From mboxrd@z Thu Jan  1 00:00:00 1970
Return-Path: <linux-btrfs-owner@vger.kernel.org>
Received: from mail-oi0-f46.google.com ([209.85.218.46]:41166 "EHLO
        mail-oi0-f46.google.com" rhost-flags-OK-OK-OK-OK) by vger.kernel.org
        with ESMTP id S1751467AbeA0U5a (ORCPT
        <rfc822;linux-btrfs@vger.kernel.org>);
        Sat, 27 Jan 2018 15:57:30 -0500
Received: by mail-oi0-f46.google.com with SMTP id m83so2522129oik.8
        for <linux-btrfs@vger.kernel.org>; Sat, 27 Jan 2018 12:57:30 -0800 (PST)
MIME-Version: 1.0
In-Reply-To: <20180127110619.GA10472@polanet.pl>
References: <1516975360.4083556.1249069832.1B287A04@webmail.messagingengine.com>
 <5d342036-0de0-9bf7-3e9e-4885b62d8100@gmail.com> <1516978054.4103196.1249114200.76EC1546@webmail.messagingengine.com>
 <84c23047-522d-2529-5b16-d07ed8c28fc6@gmail.com> <1517035210.1252874.1249880112.19FABD13@webmail.messagingengine.com>
 <8607255b-98e7-5623-6f62-75d6f7cf23db@gmail.com> <569AC15F-174E-4C78-8FE5-6CE9E0BED479@yayon.me>
 <E23AAC7C-6CAA-4290-9CF1-19285DB31D05@yayon.me> <111ca301-f631-694d-93eb-b73a790f57d4@gmail.com>
 <20180127110619.GA10472@polanet.pl>
From: Chris Murphy <lists@colorremedies.com>
Date: Sat, 27 Jan 2018 13:57:29 -0700
Message-ID: <CAJCQCtT8_zdmc5oTLLa7AQt5_ObQchwBvFJCNf2UkC7ygn0rXw@mail.gmail.com>
Subject: Re: degraded permanent mount option
To: Tomasz Pala <gotar@polanet.pl>
Cc: "Majordomo vger.kernel.org" <linux-btrfs@vger.kernel.org>
Content-Type: text/plain; charset="UTF-8"
Sender: linux-btrfs-owner@vger.kernel.org
List-ID: <linux-btrfs.vger.kernel.org>

On Sat, Jan 27, 2018 at 4:06 AM, Tomasz Pala <gotar@polanet.pl> wrote:

> As for the regular by-UUID mounts: these links are created by udev WHEN
> underlying devices appear. Does btrfs volume appear? No.

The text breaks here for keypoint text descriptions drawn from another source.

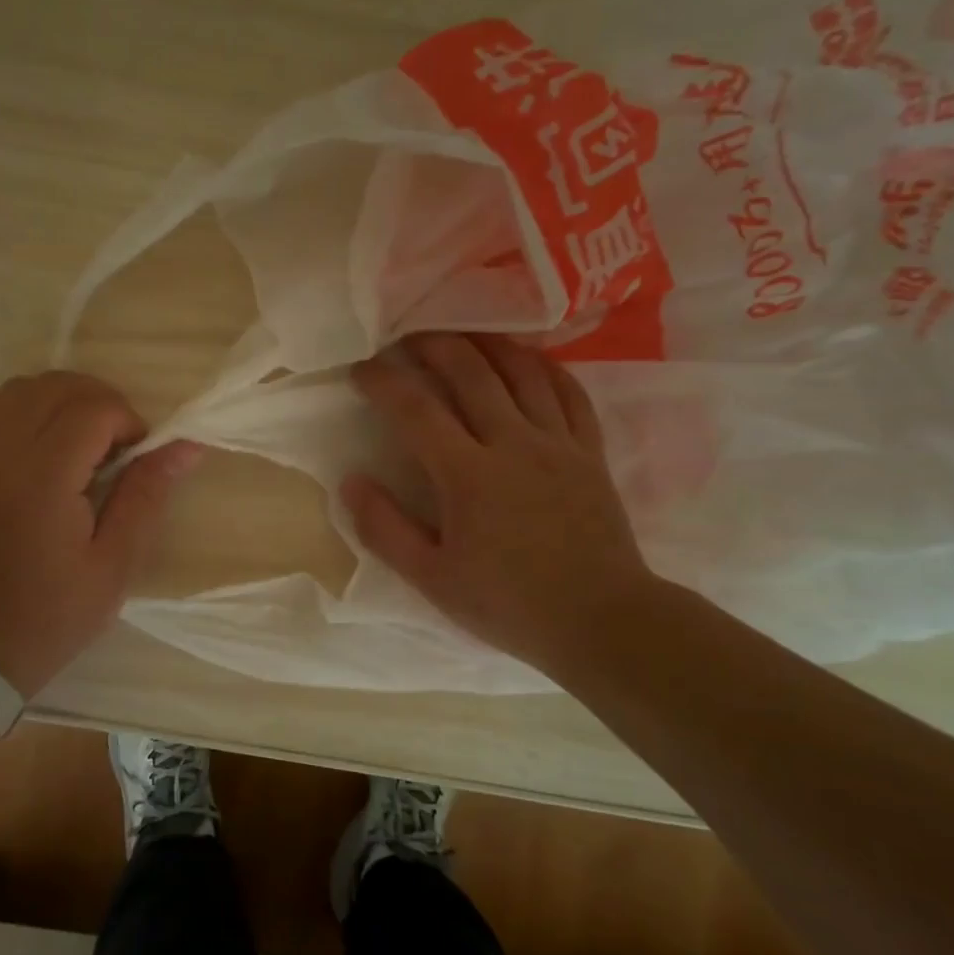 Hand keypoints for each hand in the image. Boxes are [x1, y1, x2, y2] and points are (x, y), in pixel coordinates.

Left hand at [0, 372, 202, 697]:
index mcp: (41, 479)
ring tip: (86, 442)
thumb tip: (186, 445)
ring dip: (64, 400)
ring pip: (23, 387)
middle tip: (121, 447)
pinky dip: (27, 408)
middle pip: (57, 386)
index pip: (92, 409)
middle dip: (101, 402)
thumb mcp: (116, 563)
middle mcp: (0, 452)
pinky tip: (45, 442)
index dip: (128, 421)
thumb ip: (147, 495)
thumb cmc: (54, 613)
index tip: (141, 457)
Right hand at [342, 333, 657, 674]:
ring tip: (463, 333)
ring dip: (488, 344)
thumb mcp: (433, 580)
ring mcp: (558, 443)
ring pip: (522, 372)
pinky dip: (546, 368)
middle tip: (408, 337)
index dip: (383, 381)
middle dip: (433, 345)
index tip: (361, 369)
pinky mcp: (590, 452)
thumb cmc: (509, 604)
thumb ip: (385, 529)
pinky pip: (569, 393)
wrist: (602, 621)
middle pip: (470, 372)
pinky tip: (529, 361)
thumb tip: (351, 481)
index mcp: (468, 475)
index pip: (416, 409)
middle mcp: (513, 443)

If I boot with rd.break=pre-mount I can absolutely mount a Btrfs
multiple volume that has a missing device by UUID with --uuid flag, or
by /dev/sdXY, along with -o degraded. And I can then use the exit
command to continue the startup process. In fact I can try to mount
without -o degraded, and the mount command "works" in that it does not
complain about an invalid node or UUID.

The Btrfs systemd udev rule is a sledghammer because it has no
timeout. It neither times out and tries to mount anyway, nor does it
time out and just drop to a dracut prompt. There are a number of
things in systemd startups that have timeouts, I have no idea how they
get defined, but that single thing would make this a lot better. Right
now the Btrfs udev rule means if all devices aren't available, hang
indefinitely.

I don't know systemd or systemd-udev well enough at all to know if
this rule can have a timer. Service units absolutely can have timers,
so maybe there's a way to marry a udev rule with a service which has a
timer. The absolute dumbest thing that's better than now, is at the
timer just fail and drop to a dracut prompt. Better would be to try a
normal mount anyway, which also fails to a dracut prompt, but
additionally gives us a kernel error for Btrfs (the missing device
open ctree error you'd expect to get when mounting without -o degraded
when you're missing a device). And even better would be a way for the
user to edit the service unit to indicate "upon timeout being reached,
use mount -o degraded rather than just mount". This is the simplest of
Boolean logic, so I'd be surprised if systemd doesn't offer a way for
us to do exactly what I'm describing.

Again the central problem is the udev rule now means "wait for device
to appear" with no timed fallback.

The mdadm case has this, and it's done by dracut. At this same stage
of startup with a  missing device, there is in fact no fs colume UUID
yet because the array hasn't started. Dracut+mdadm knows there's a
missing device so it's just iterating: look, sleep 3, look, sleep 3,
look, sleep 3. It's on a loop. And after that loop hits something like
100, the script says f it, start array anyway, so now there is a
degraded array, and for the first time the fs volume UUID appears, and
systemd goes "ahaha! mount that!" and it does it normally.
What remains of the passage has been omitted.